Sur le papier, l'assurance en libre prestation de services (LPS) portait de belles promesses. En permettant à un assureur européen de vendre ses contrats dans un autre pays membre de l'Espace économique européen, sans implanter de filiale dans le pays ciblé, elle devait faciliter l'activité économique dans cette vaste zone. De fait, nombre d'assureurs utilisent la LPS, à l'image de SMABTP, qui commercialise certains de ses contrats en Belgique par ce biais.

Mais un dérèglement s'est produit en France. Il a pris racine dans la longue crise du BTP (2008-2016) : certains assureurs européens ont utilisé la LPS pour contourner la réglementation hexagonale et réaliser moins de provisions qu'exigé, profitant du fait que leur régulateur national était peu informé de la particularité de la décennale française. Cette protection « gourmande » exige en effet un provisionnement en capitalisation nécessaire pour faire face aux éventuels sinistres, sur une durée de dix ans après la réception.

Crise profitable

Et les huit années de crise ont été profitables aux assureurs en LPS. Dans un marché global en net recul, ils ont enregistré une croissance moyenne de 30 % de leur chiffre d'affaires (des primes encaissées) durant cette période, selon SMABTP, principalement en « cassant » les prix d'un tiers. En 2016, ces assureurs auraient encore collecté 200 M€ de primes, soit 10 % environ des parts de marché de l'assurance construction (responsabilité décennale et dommages ouvrage).

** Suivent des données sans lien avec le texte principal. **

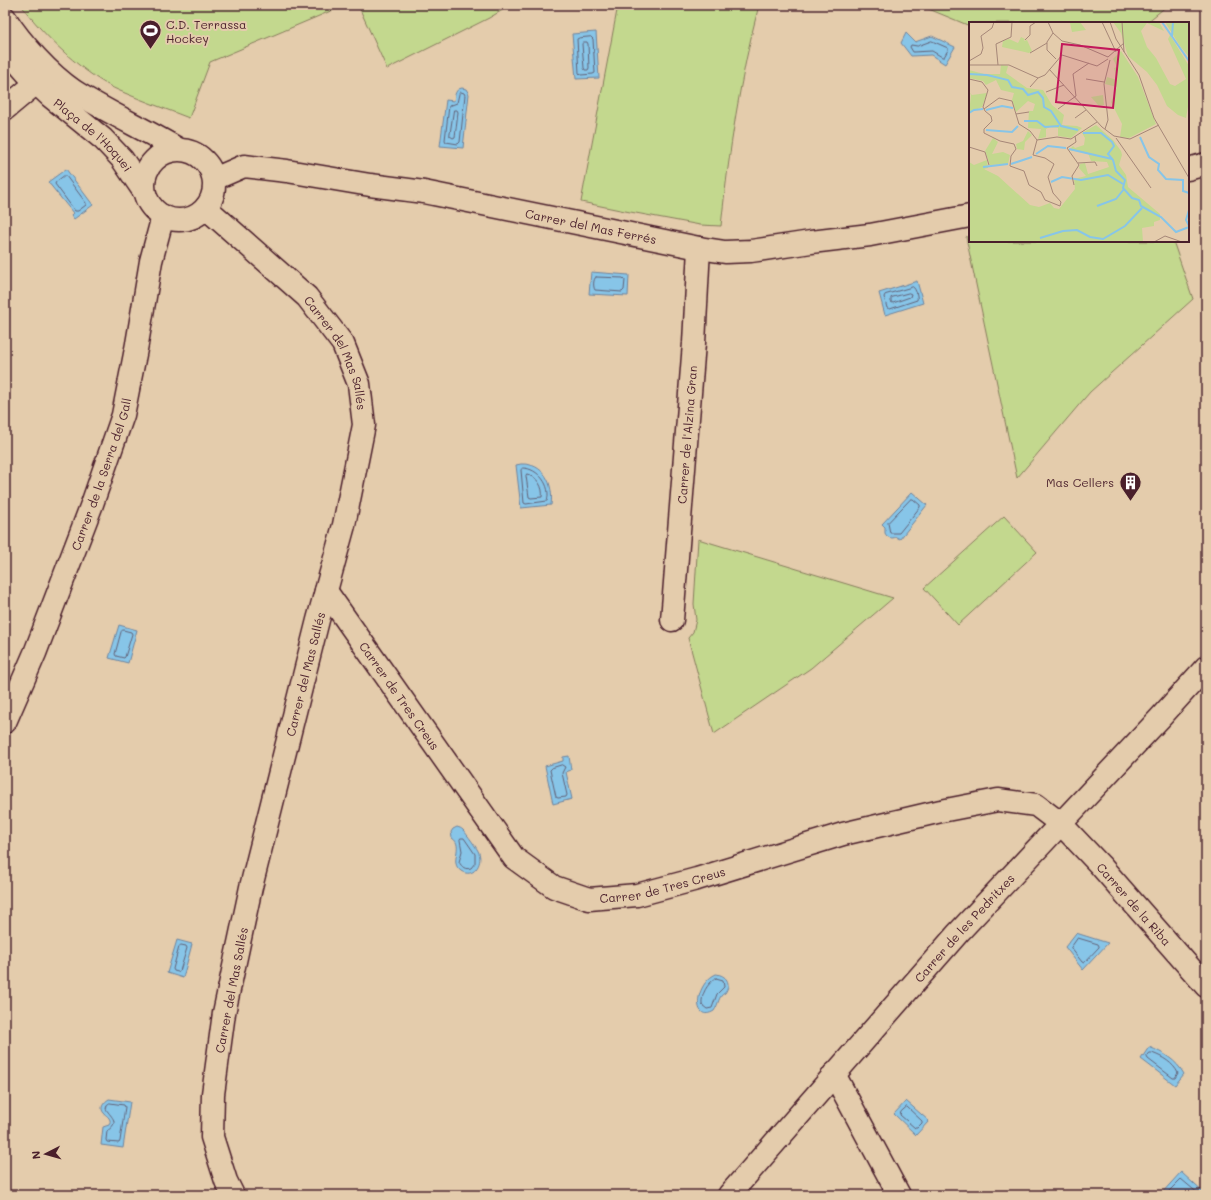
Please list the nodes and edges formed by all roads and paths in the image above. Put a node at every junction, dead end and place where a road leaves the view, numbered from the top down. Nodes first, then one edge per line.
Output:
1 (5, 18) edge
2 (5, 48) edge
3 (44, 78) junction
4 (5, 109) edge
5 (178, 149) junction
6 (1206, 164) edge
7 (1189, 169) edge
8 (214, 179) junction
9 (143, 190) junction
10 (206, 208) junction
11 (163, 216) junction
12 (969, 216) edge
13 (699, 248) junction
14 (326, 591) junction
15 (672, 620) dead end
16 (1206, 667) edge
17 (5, 722) edge
18 (1061, 824) junction
19 (1206, 986) edge
20 (834, 1074) junction
21 (233, 1195) edge
22 (729, 1195) edge
23 (899, 1195) edge

1 - 3 street, Plaça de l'Hoquei
2 - 3 street, Plaça de l'Hoquei
3 - 4 street
3 - 5 street, Plaça de l'Hoquei
3 - 9 street, Plaça de l'Hoquei
5 - 8 street
5 - 9 street
6 - 7 street
8 - 10 street
8 - 13 street, Carrer del Mas Ferrés
9 - 11 street
10 - 11 street
10 - 14 street, Carrer del Mas Sallés
11 - 17 street, Carrer de la Serra del Gall
12 - 13 street, Carrer del Mas Ferrés
13 - 15 street, Carrer de l'Alzina Gran
14 - 18 street, Carrer de Tres Creus
14 - 21 street, Carrer del Mas Sallés
16 - 18 street, Carrer de les Pedritxes
18 - 19 street, Carrer de la Riba
18 - 20 street, Carrer de les Pedritxes
20 - 22 street, Carrer de les Pedritxes
20 - 23 street

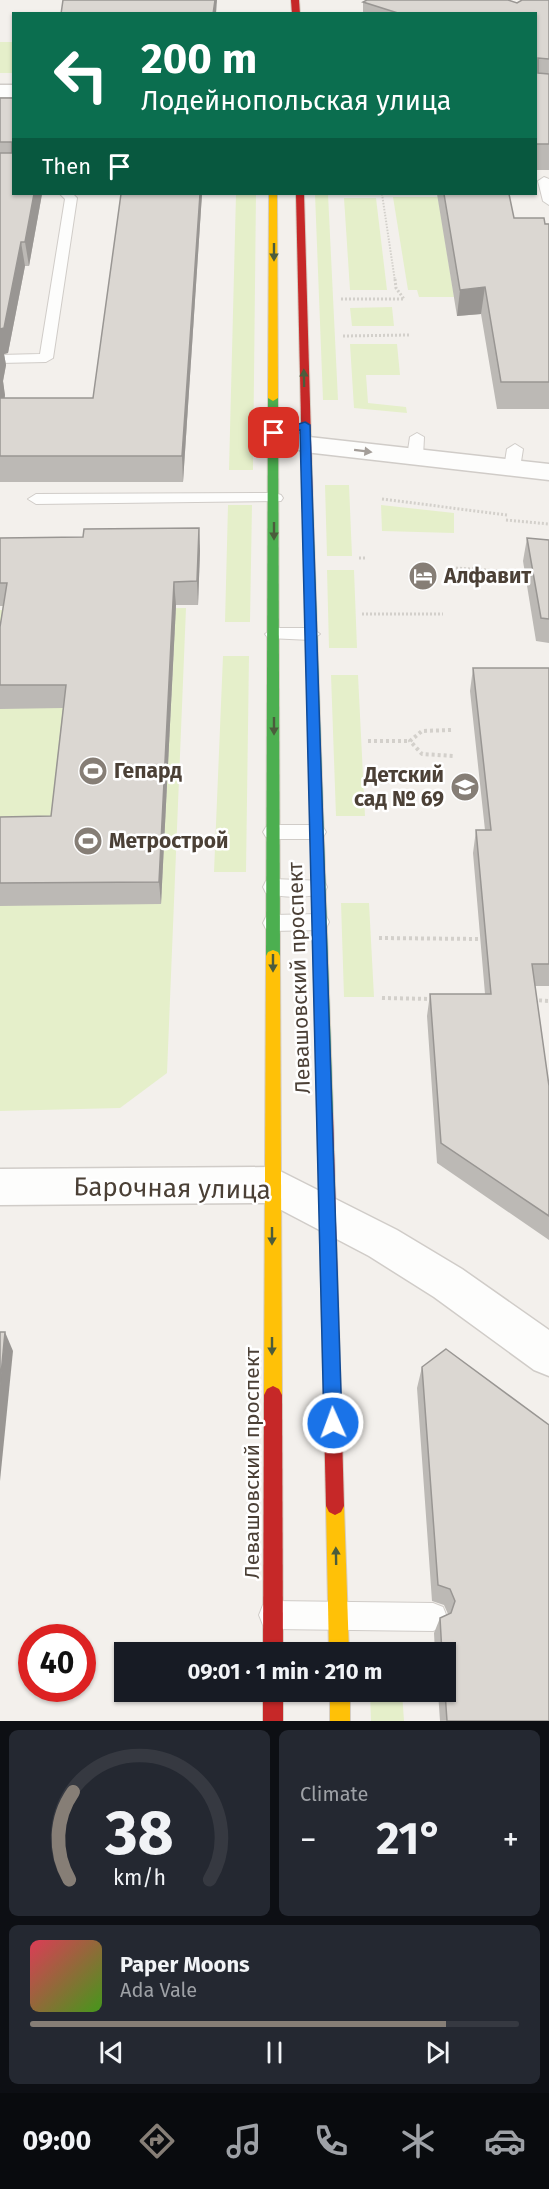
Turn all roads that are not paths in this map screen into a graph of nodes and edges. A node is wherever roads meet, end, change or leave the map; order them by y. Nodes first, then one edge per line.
1 (543, 181) dead end
2 (68, 195) edge
3 (273, 195) edge
4 (300, 195) edge
5 (549, 201) edge
6 (0, 358) edge
7 (274, 433) junction
8 (305, 435) junction
9 (549, 453) edge
10 (514, 458) junction
11 (549, 472) edge
12 (274, 498) junction
13 (36, 499) dead end
14 (274, 634) junction
15 (311, 634) junction
16 (273, 832) junction
17 (316, 832) junction
18 (273, 887) junction
19 (317, 887) junction
20 (273, 922) junction
21 (319, 922) junction
22 (272, 1185) junction
23 (0, 1187) edge
24 (327, 1213) junction
25 (549, 1355) edge
26 (273, 1615) junction
27 (338, 1615) junction
28 (433, 1617) dead end
29 (273, 1642) edge
30 (339, 1642) edge
31 (273, 1702) edge
32 (340, 1702) edge
33 (273, 1721) edge
34 (340, 1721) edge

1 - 5 lane
2 - 6 lane
3 -> 7 street, Левашовский проспект
8 -> 4 street, Левашовский проспект
7 - 8 street
7 - 12 street, Левашовский проспект
8 - 10 street
8 - 15 street, Левашовский проспект
9 - 10 street
10 - 11 street
12 - 13 lane
12 -> 14 street, Левашовский проспект
14 - 15 lane
14 -> 16 street, Левашовский проспект
15 - 17 street, Левашовский проспект
16 - 17 lane
16 - 18 street, Левашовский проспект
17 - 19 street, Левашовский проспект
18 - 19 lane
18 - 20 street, Левашовский проспект
19 - 21 street, Левашовский проспект
20 - 21 lane
20 -> 22 street, Левашовский проспект
21 - 24 street, Левашовский проспект
22 - 23 street, Барочная улица
22 - 24 street, Барочная улица
22 -> 26 street, Левашовский проспект
24 - 25 street, Барочная улица
27 -> 24 street, Левашовский проспект
26 - 27 lane
26 - 29 street, Левашовский проспект
27 - 28 lane
27 - 30 street, Левашовский проспект
31 - 33 street
32 - 34 street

Mais après les récentes défaillances (lire ci-dessous), des langues se délient. Pour Marie-Capucine Walbert, présidente du courtier Kohler Assurances, qui travaille avec les assureurs historiques du marché depuis 1978, « la boulimie de CBL [l'un des principaux acteurs en LPS, NDLR], avec le rachat de deux acteurs, SFS et EISL, et la souscription de très nombreux et importants risques longs, nous a toujours interrogés, au regard de leur taille et de leur expérience du marché français. Leur faillite ne m'a pas surprise. Mais je ne pensais pas qu'elle arriverait si vite ». Depuis les retraits et les défaillances de ces derniers mois, il ne reste à ce jour que deux assureurs LPS sur le marché français de l'assurance construction, ainsi qu'une poignée d'intermédiaires, qui essaient de trouver de nouveaux assureurs partenaires.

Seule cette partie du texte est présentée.